Enseñando las técnicas de calado o de engastes que es la forma conocida de colocar una piedra preciosa o semipreciosa en una pieza de plata u oro, al enseñar comenzó a surgir la continuación de su sueño: ya había trabajado en el taller de orfebrería ahora se veía como el dueño de un negocio, no como un empleado.
“El deseo de mis hermanos de que yo generara un espíritu de superación había surgido finalmente”, expresa Hugo con humor.
Para el año 2001 con la idea de independizarse recibe una llamada de la escuela en Caracas Rio Grande, con agente autorizado de Way Mil Venezuela, ubicada en Chacao. Ahí impartió clases de orfebrería al igual que se vendía herramientas, comenzó a codearse con más maestros de este arte.
Por fin, su sueño
Doce años después de dar clases, emprendió su propia academia y taller en Chacaíto. Daba clases en la parte trasera del negocio donde tenía cinco estaciones de trabajo que las combinaba con la formación y la elaboración de encargos y al frente de la tienda tenía el mostrador con las piezas listas para vender.

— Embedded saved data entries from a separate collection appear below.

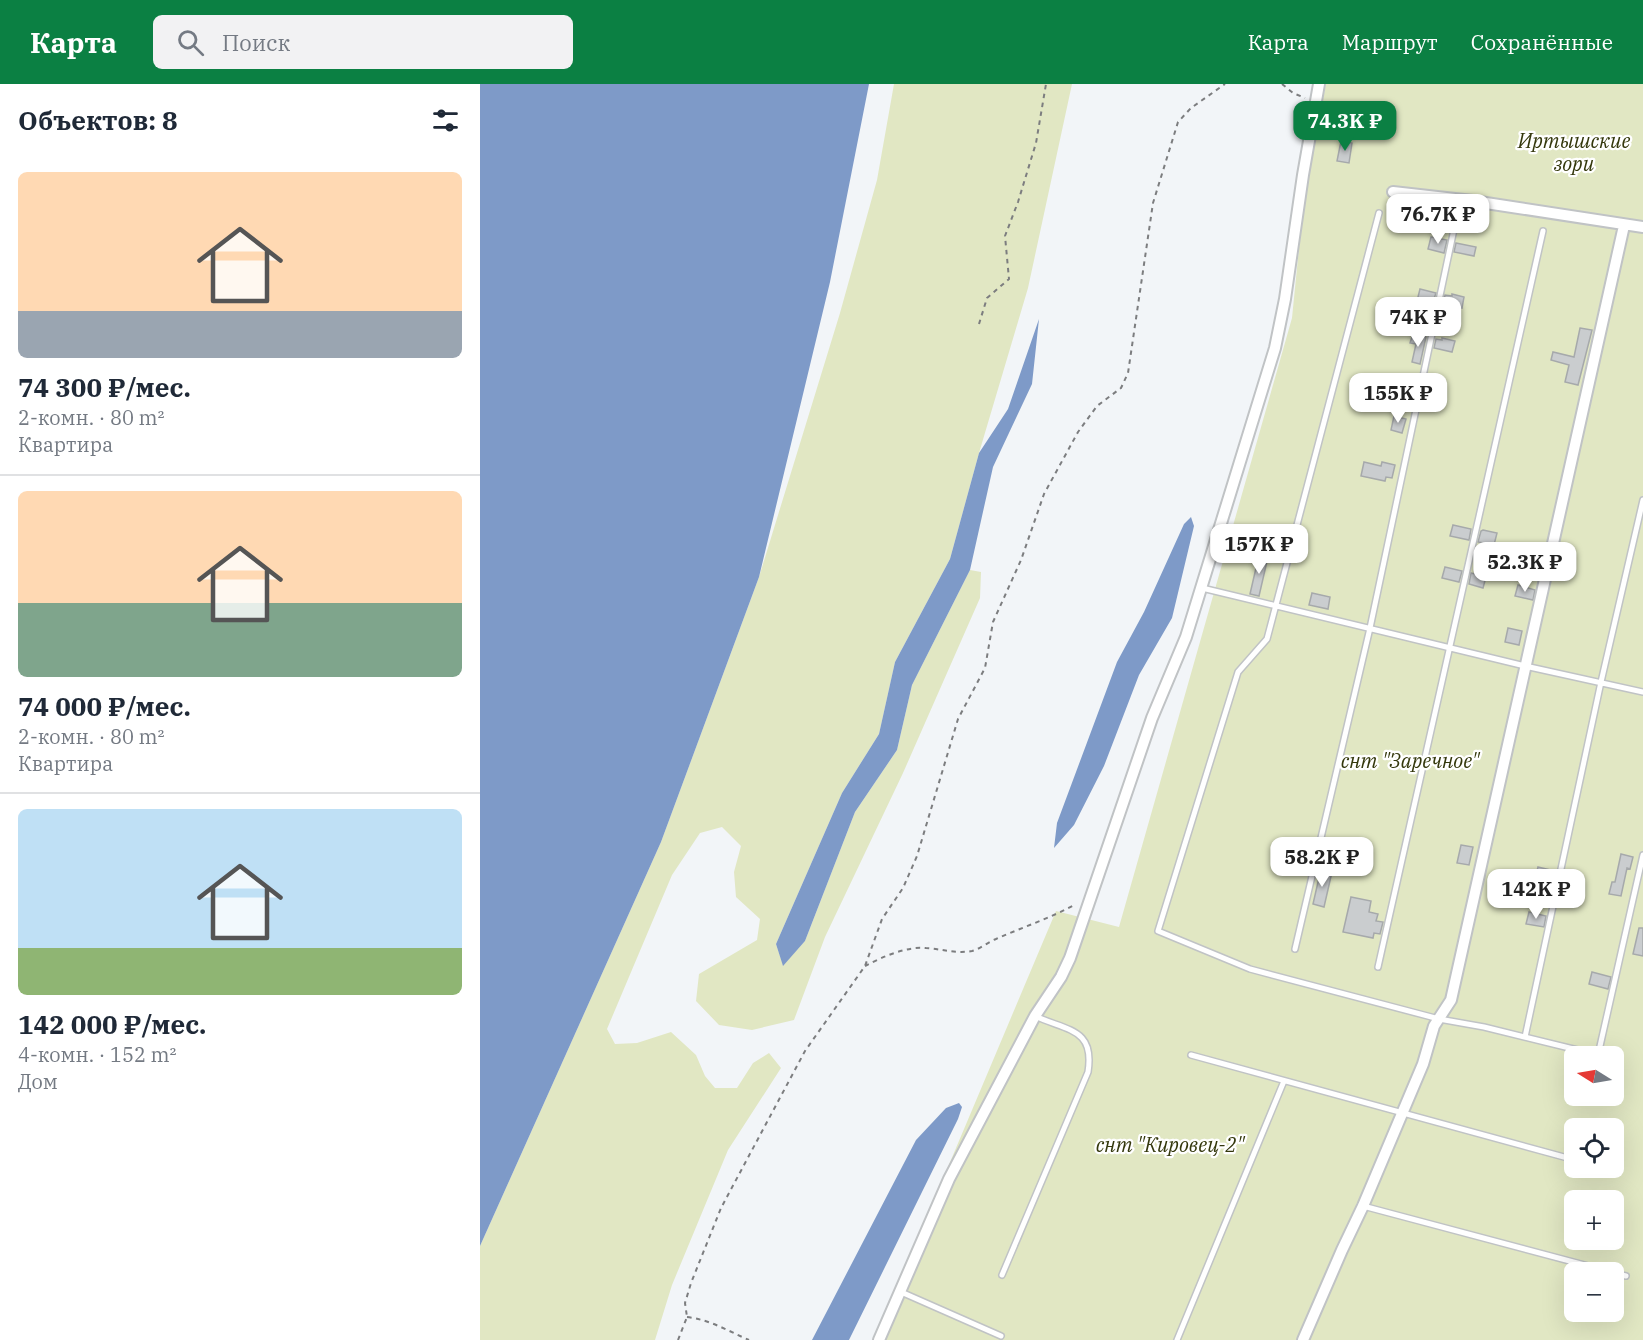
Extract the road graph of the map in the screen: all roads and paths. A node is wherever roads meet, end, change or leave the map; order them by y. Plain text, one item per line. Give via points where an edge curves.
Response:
1 (1047, 84) edge
2 (1225, 84) edge
3 (1281, 84) edge
4 (1319, 84) edge
5 (1315, 103) junction
6 (1393, 192) dead end
7 (1379, 213) dead end
8 (1457, 215) dead end
9 (1643, 227) edge
10 (1623, 230) dead end
11 (1543, 231) dead end
12 (979, 324) dead end
13 (1643, 500) edge
14 (1200, 588) junction
15 (1276, 606) junction
16 (1370, 628) junction
17 (1449, 648) junction
18 (1525, 666) junction
19 (1601, 682) junction
20 (1643, 692) edge
21 (1643, 855) edge
22 (1094, 887) junction
23 (1295, 948) dead end
24 (865, 966) junction
25 (1378, 967) dead end
26 (1035, 1016) junction
27 (1439, 1018) junction
28 (1524, 1036) junction
29 (1191, 1055) dead end
30 (1284, 1081) junction
31 (1402, 1112) junction
32 (1564, 1157) edge
33 (1363, 1206) junction
34 (1574, 1262) edge
35 (1002, 1275) dead end
36 (901, 1292) junction
37 (687, 1317) junction
38 (1000, 1336) dead end
39 (678, 1340) edge
40 (749, 1340) edge
41 (879, 1340) edge
42 (1177, 1340) edge
43 (1303, 1340) edge

1 - 12 path via 1036,143 1005,236 1009,279 987,298
2 - 24 path via 1178,122 1153,203 1128,373 1121,388 1097,406 1078,432 1044,494 1022,560 993,622 986,668 958,719 916,856 903,888 882,919
3 - 5 path
4 - 5 street
5 - 14 street via 1281,324
6 - 9 street
7 - 15 lane
8 - 16 lane
10 - 18 street
11 - 17 lane
13 - 19 lane
14 - 15 lane
14 - 22 street via 1186,637 1152,718
15 - 16 lane
15 - 27 lane via 1267,639 1238,672 1158,931 1250,969
16 - 17 lane
16 - 23 lane
17 - 18 lane
17 - 25 lane
18 - 19 lane
18 - 27 street via 1451,1000
19 - 20 lane
19 - 28 lane
21 - 28 lane via 1598,1055
22 - 24 path via 1076,904 975,950 906,950
22 - 26 street via 1070,958
24 - 37 path via 805,1051 721,1208 691,1283 685,1303
26 - 35 lane via 1077,1033 1087,1042 1088,1072
26 - 36 street via 949,1179
27 - 28 lane
27 - 31 street
29 - 30 lane
30 - 31 lane
30 - 42 lane
31 - 32 lane
31 - 33 street
33 - 34 lane
33 - 43 street
36 - 38 lane
36 - 41 street
37 - 39 path
37 - 40 path via 720,1325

“El local era en sí de estructura pequeña pero era suficiente para las ideas que armaba”, comenta con orgullo.
También compartía clases en otra academia llamada Matideas, la cual tenía un espacio en la televisión en el canal tv familia. Con el paso del tiempo dejó su puesto como profesor en ambas academias, se le dificultaba con el manejo de su taller, aunque algunas veces lo invitan a impartir ciertas clases.
Al mirar atrás Hugo ve el largo camino que ha recorrido, al principio en su pueblo hubiese trabajado en el campo cosechando café, limpiando matas de plátano o limpiando un potrero, y aunque algunas veces quiso volver a su hogar en Colombia  el trabajo duro, la perseverancia y la habilidad de sus manos le han abierto muchas puertas, volviéndolo reconocido en el mercado como una buena academia para el estudio de la orfebrería, motivando a las personas interesadas en este arte a realizar sus joyas personalizadas.
“¿Cumplir mis sueños en Venezuela? La verdad si y ahí me di cuenta de que de que yo no tenía sueños hasta que llegué aquí, porque nunca había soñado de estar en algún lado fuera del pueblo, es inevitable sentir que las cosas del destino me trajeron aquí”, afirma con una gran sonrisa.